Nissim spricht vielen Orthodoxen aus dem Herzen: G’ttes Geboten zu folgen, bedeutet unweigerlich auch, die Grenzen zu spüren, die durch das Ego, die Triebe, den Körper geschaffen werden und die sich nicht den Geboten beugen wollen. Der innere Kampf um die tägliche Überwindung dieser Grenzen ist nicht immer siegreich, und doch bleibt man dran, weil man immer wieder kleine Liebesbotschaften des Schöpfers erhält.

Auch Nissim zweifelt, wie auf seinem Track »Ayeh«: »Where is the place of your glory? / You fill the heavens and the earth with your light / but for me it is not shining so bright« (»Wo ist der Ort deiner Herrlichkeit? / Du füllst die Himmel und die Erde mit deinem Licht / doch für mich leuchtet es nicht so stark.«)

Erste konvertierte der Muslim zum Christentum, 2013 dann zum Judentum.

Nissim zitiert hier die berühmte Frage der Engel, die auch Teil der Keduscha während des Mussaf-Gebets am Schabbat ist: »Die Engel fragen sich gegenseitig: Wo ist der Ort seines Ruhmes?« Diese Stelle lehrt uns, dass selbst die himmlischen Engel angesichts von G’ttes Erhabenheit in ihrem Verständnis begrenzt sind und nicht alle Antworten haben.
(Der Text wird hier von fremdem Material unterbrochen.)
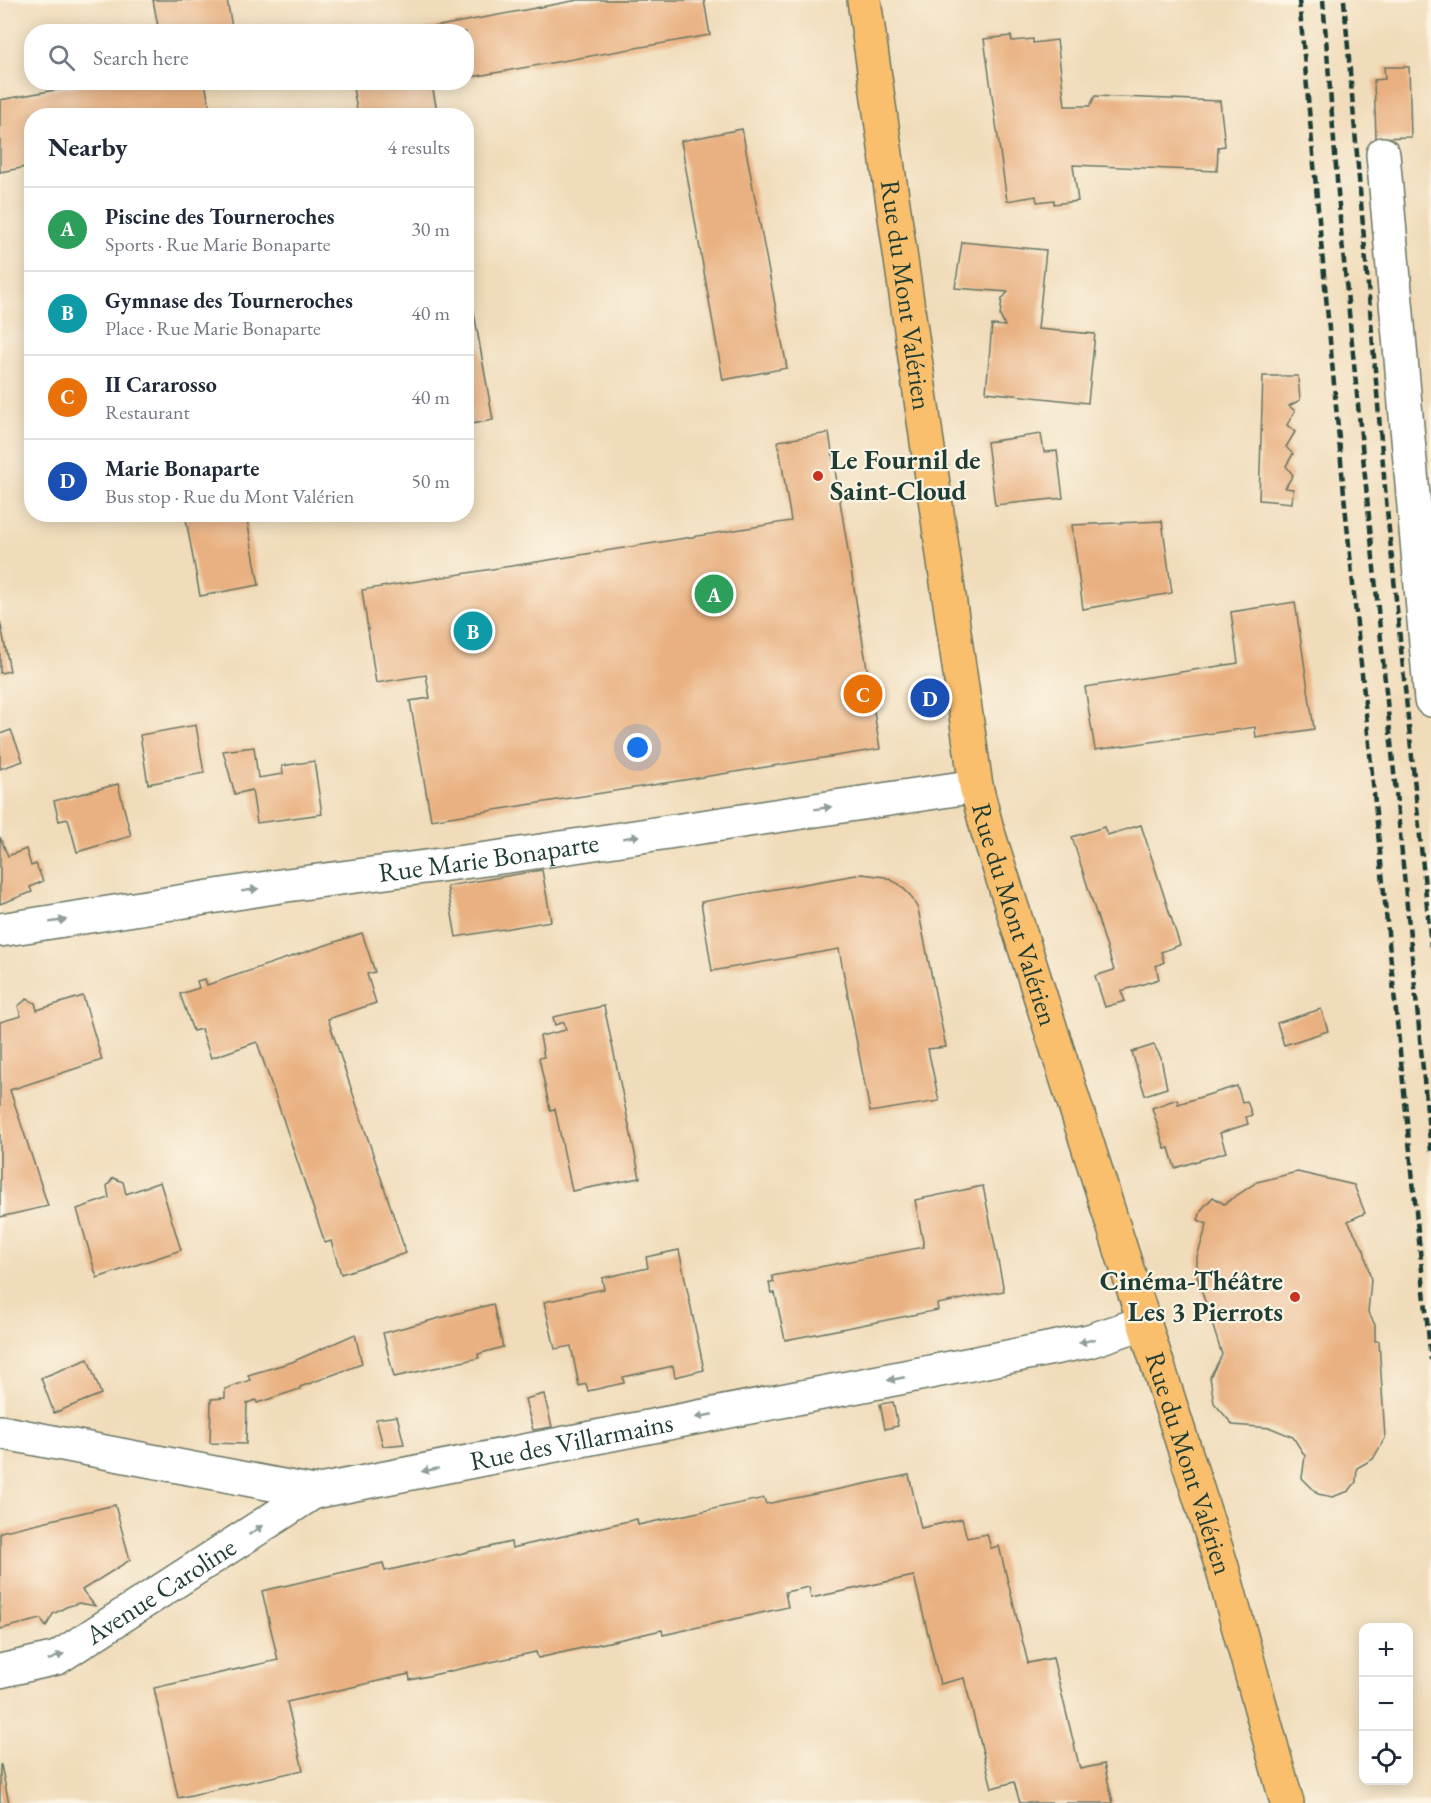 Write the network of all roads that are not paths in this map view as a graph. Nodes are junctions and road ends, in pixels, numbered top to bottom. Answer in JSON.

Auch Nissim stellt sich Fragen: »Wenn G’tt doch überall ist, sein Licht die Welt füllt, wieso ist mein Herz dann manchmal so verzweifelt?« Gleich König David in den Psalmen kämpft sich Nissim im Laufe des Textes zurück zum Glauben und zum Vertrauen und beendet den Track mit den Worten: »But you have never let me down / and your Name is holy / let me give you the glory« (»Aber du hast mich niemals enttäuscht / dein Name ist heilig / lass mich dir den Ruhm geben!«).